─── Working data
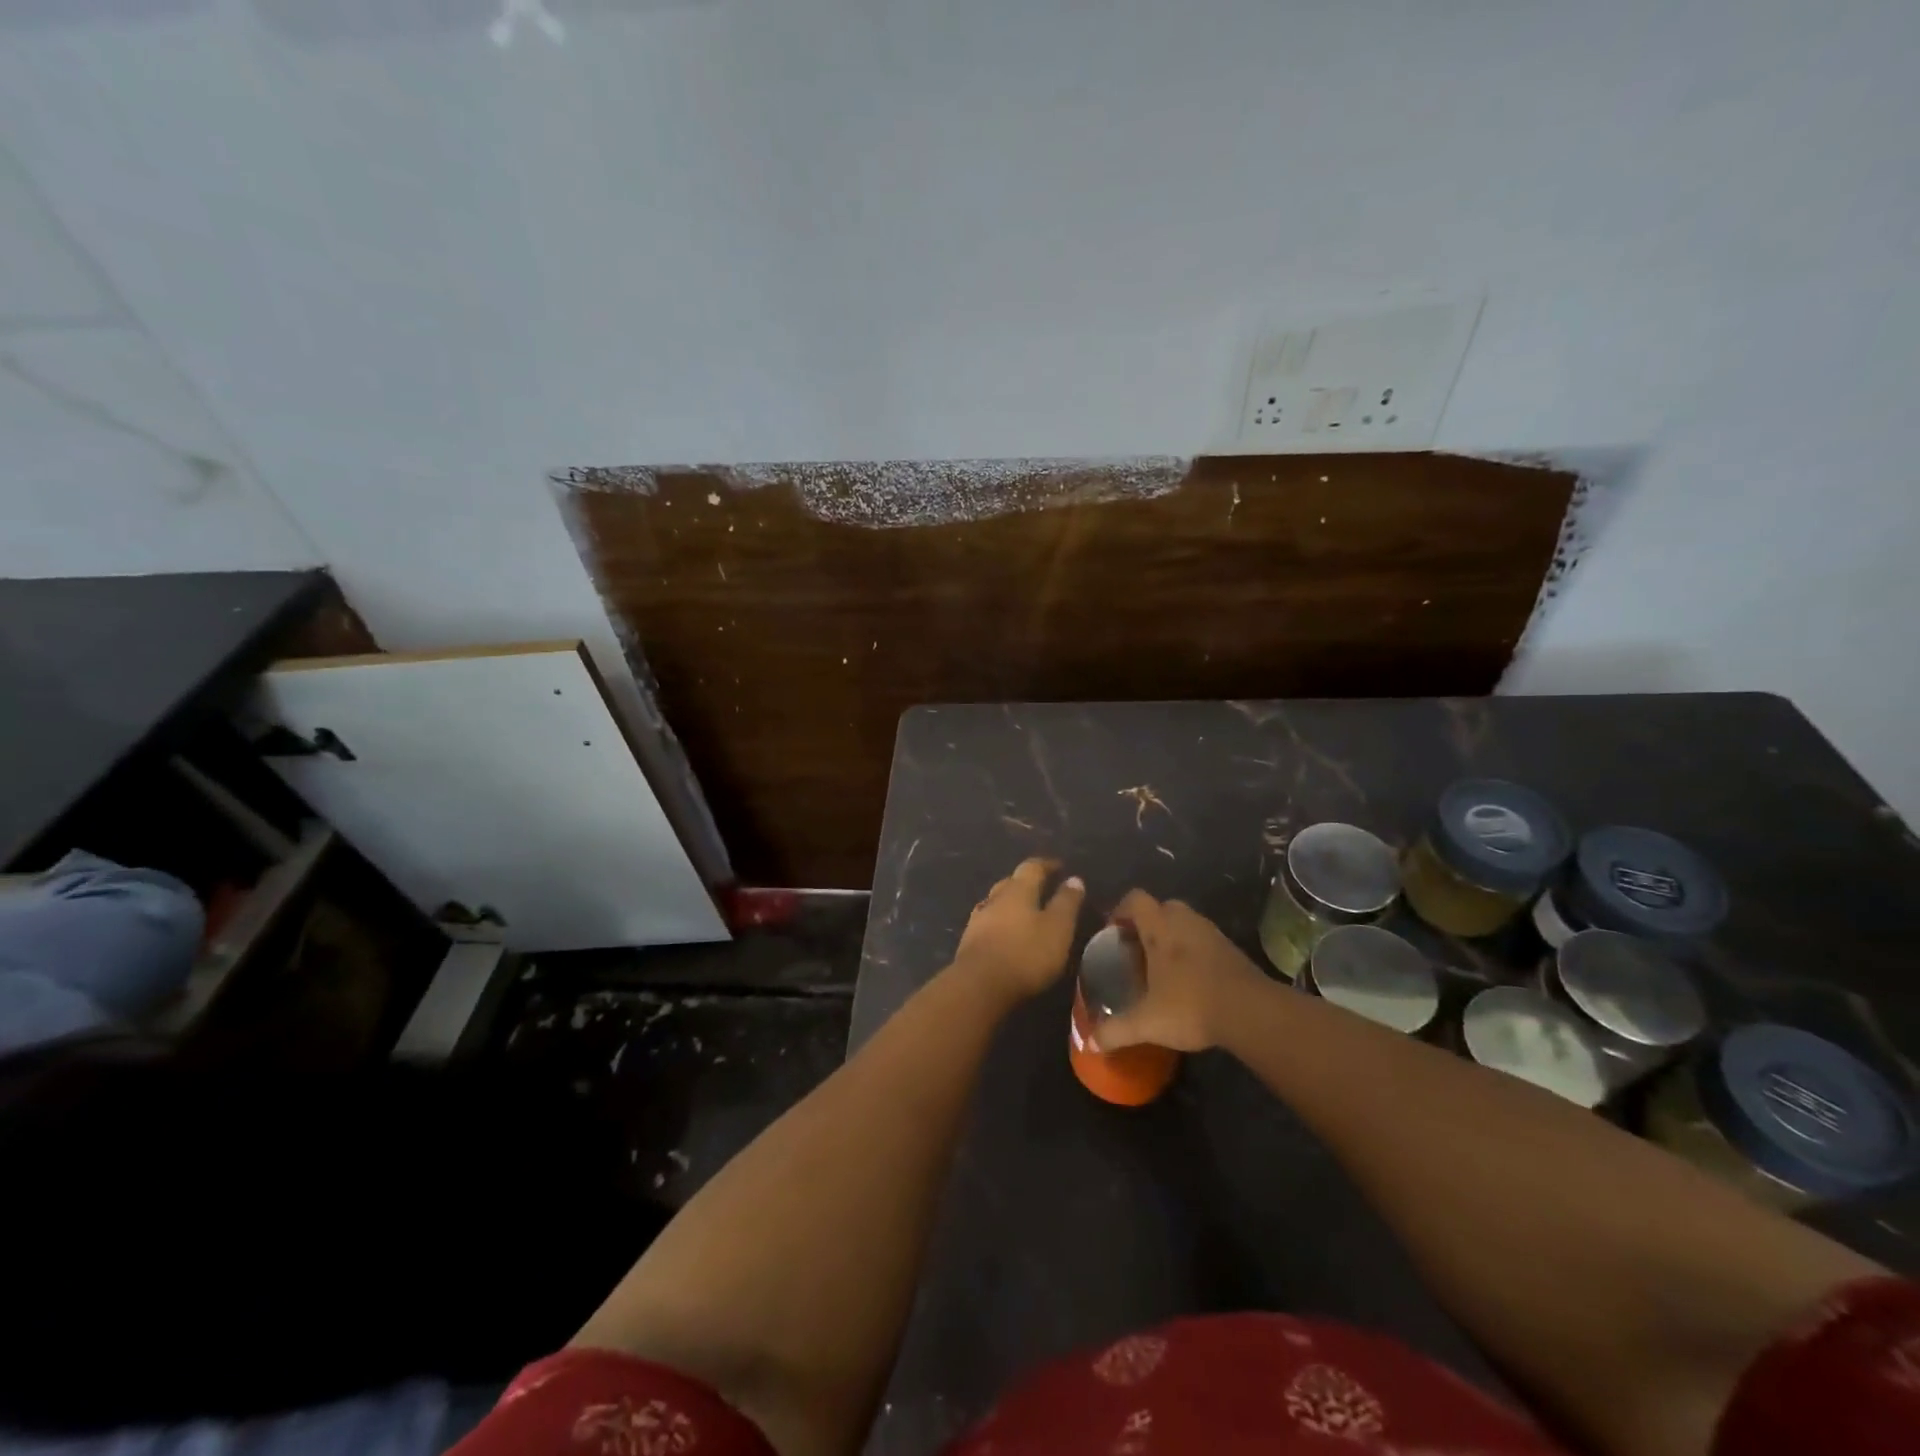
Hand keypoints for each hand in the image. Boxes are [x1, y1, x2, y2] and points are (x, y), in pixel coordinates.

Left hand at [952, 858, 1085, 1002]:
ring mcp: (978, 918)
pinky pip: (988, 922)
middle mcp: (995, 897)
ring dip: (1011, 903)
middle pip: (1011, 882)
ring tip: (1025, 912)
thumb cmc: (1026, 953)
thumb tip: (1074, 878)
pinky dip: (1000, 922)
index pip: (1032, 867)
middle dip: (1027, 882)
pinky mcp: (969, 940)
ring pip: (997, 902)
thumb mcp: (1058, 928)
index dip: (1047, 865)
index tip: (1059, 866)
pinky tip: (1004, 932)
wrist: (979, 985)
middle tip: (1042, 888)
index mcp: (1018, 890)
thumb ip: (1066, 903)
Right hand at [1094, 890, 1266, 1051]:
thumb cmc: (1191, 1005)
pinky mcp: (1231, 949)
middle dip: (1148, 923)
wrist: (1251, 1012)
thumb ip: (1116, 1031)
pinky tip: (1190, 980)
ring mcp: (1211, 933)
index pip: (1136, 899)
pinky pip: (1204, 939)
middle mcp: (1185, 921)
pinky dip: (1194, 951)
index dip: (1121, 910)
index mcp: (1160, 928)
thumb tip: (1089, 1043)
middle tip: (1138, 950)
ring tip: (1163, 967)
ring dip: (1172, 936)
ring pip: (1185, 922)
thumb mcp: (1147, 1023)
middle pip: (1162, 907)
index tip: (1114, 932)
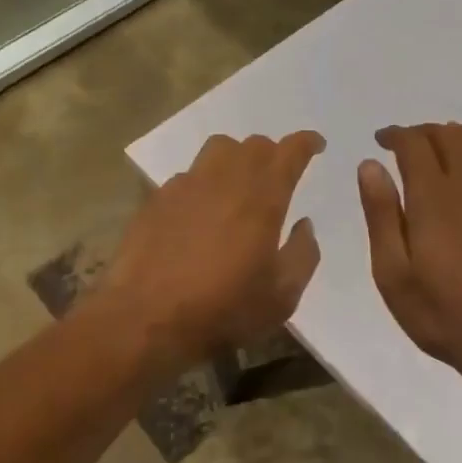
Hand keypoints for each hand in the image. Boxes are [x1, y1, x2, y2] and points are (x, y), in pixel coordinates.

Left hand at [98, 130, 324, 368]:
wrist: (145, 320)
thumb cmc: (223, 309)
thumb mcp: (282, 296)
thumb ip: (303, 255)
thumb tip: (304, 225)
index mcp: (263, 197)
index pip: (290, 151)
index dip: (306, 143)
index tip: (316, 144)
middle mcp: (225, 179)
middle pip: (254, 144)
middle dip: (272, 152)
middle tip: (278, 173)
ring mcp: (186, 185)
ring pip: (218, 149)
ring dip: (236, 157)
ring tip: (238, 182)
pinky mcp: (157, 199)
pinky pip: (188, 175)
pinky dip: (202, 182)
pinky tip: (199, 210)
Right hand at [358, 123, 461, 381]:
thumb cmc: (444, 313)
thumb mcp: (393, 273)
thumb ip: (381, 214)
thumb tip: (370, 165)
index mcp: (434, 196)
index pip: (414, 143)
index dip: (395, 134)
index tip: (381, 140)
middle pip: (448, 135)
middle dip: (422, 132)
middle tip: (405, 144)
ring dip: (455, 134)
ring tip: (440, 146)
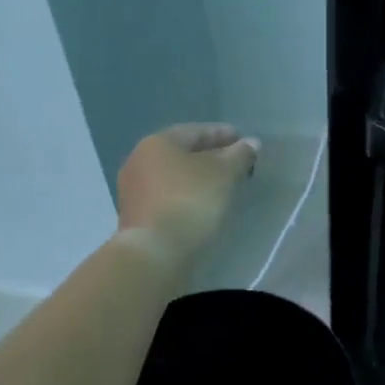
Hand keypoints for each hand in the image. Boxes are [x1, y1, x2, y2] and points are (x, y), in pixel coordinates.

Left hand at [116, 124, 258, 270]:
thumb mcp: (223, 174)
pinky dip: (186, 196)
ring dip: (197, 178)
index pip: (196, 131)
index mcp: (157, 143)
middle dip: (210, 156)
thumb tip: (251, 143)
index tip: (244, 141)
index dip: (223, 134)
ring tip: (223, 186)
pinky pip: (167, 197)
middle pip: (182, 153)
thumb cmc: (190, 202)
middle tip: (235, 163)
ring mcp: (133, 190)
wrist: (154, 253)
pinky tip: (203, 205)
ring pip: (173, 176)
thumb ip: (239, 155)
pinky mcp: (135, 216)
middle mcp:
──────
Task objective: In repeating the entries, exclude the pictures and alter nothing else.

Problem solution:
Hand keypoints for each hand in the image. Boxes are [x1, y1, x2, y2] and points are (x, y), in pixel coordinates.

Left hand at [952, 858, 1085, 1002]:
ring mcp: (978, 918)
pinky pip: (988, 922)
middle mcp: (995, 897)
ring dip: (1011, 903)
middle pip: (1011, 882)
ring tip: (1025, 912)
thumb cmc: (1026, 953)
thumb tip: (1074, 878)
pinky dip: (1000, 922)
index pip: (1032, 867)
middle dip: (1027, 882)
pinky mcp: (969, 940)
ring pip: (997, 902)
thumb mcp: (1058, 928)
index dip: (1047, 865)
index tip: (1059, 866)
pinky tip: (1004, 932)
wrist: (979, 985)
middle tip: (1042, 888)
index mcp: (1018, 890)
thumb ip: (1066, 903)
Right hand at [1094, 890, 1266, 1051]:
thumb cmc: (1191, 1005)
pinky mcp: (1231, 949)
middle dip: (1148, 923)
wrist: (1251, 1012)
thumb ip: (1116, 1031)
pinky tip: (1190, 980)
ring mcp: (1211, 933)
index pip: (1136, 899)
pinky pip: (1204, 939)
middle mcp: (1185, 921)
pinky dip: (1194, 951)
index dip: (1121, 910)
index mcp: (1160, 928)
thumb tip: (1089, 1043)
middle tip: (1138, 950)
ring tip: (1163, 967)
ring dip: (1172, 936)
ring pip: (1185, 922)
thumb mcp: (1147, 1023)
middle pip: (1162, 907)
index tip: (1114, 932)
Hand keypoints for each hand in the image. Boxes are [x1, y1, x2, y2] and points are (x, y), in pixel coordinates.

Left hand at [98, 130, 324, 368]:
wrist: (145, 320)
thumb cmc: (223, 309)
thumb mcp: (282, 296)
thumb ip: (303, 255)
thumb tip: (304, 225)
index mcp: (263, 197)
index pip: (290, 151)
index dip: (306, 143)
index tip: (316, 144)
middle mcp: (225, 179)
middle pip: (254, 144)
middle dip: (272, 152)
middle tip: (278, 173)
ring mcp: (186, 185)
ring pip: (218, 149)
ring dip: (236, 157)
ring tip: (238, 182)
pinky mcp: (157, 199)
pinky pip: (188, 175)
pinky dip: (202, 182)
pinky tip: (199, 210)
Right hand at [358, 123, 461, 381]:
thumb cmc: (444, 313)
thumb mcp: (393, 273)
thumb ip: (381, 214)
thumb tip: (370, 165)
index mcp: (434, 196)
index pip: (414, 143)
index dip: (395, 134)
index tip: (381, 140)
middle pip: (448, 135)
middle dip: (422, 132)
middle tip: (405, 144)
ring dip: (455, 134)
ring tip: (440, 146)
Hand keypoints for each hand in the image. Boxes are [x1, y1, x2, y2] and points are (x, y), in pixel coordinates.

Left hand at [116, 124, 258, 270]:
thumb mcp: (223, 174)
pinky dip: (186, 196)
ring dip: (197, 178)
index pip: (196, 131)
index mcp: (157, 143)
middle dip: (210, 156)
thumb tip: (251, 143)
index tip: (244, 141)
index dip: (223, 134)
ring tip: (223, 186)
pinky pip: (167, 197)
middle pip: (182, 153)
thumb cmc: (190, 202)
middle tip: (235, 163)
ring mcp: (133, 190)
wrist: (154, 253)
pinky tip: (203, 205)
ring pip: (173, 176)
thumb ip: (239, 155)
pinky mcp: (135, 216)
middle mcp:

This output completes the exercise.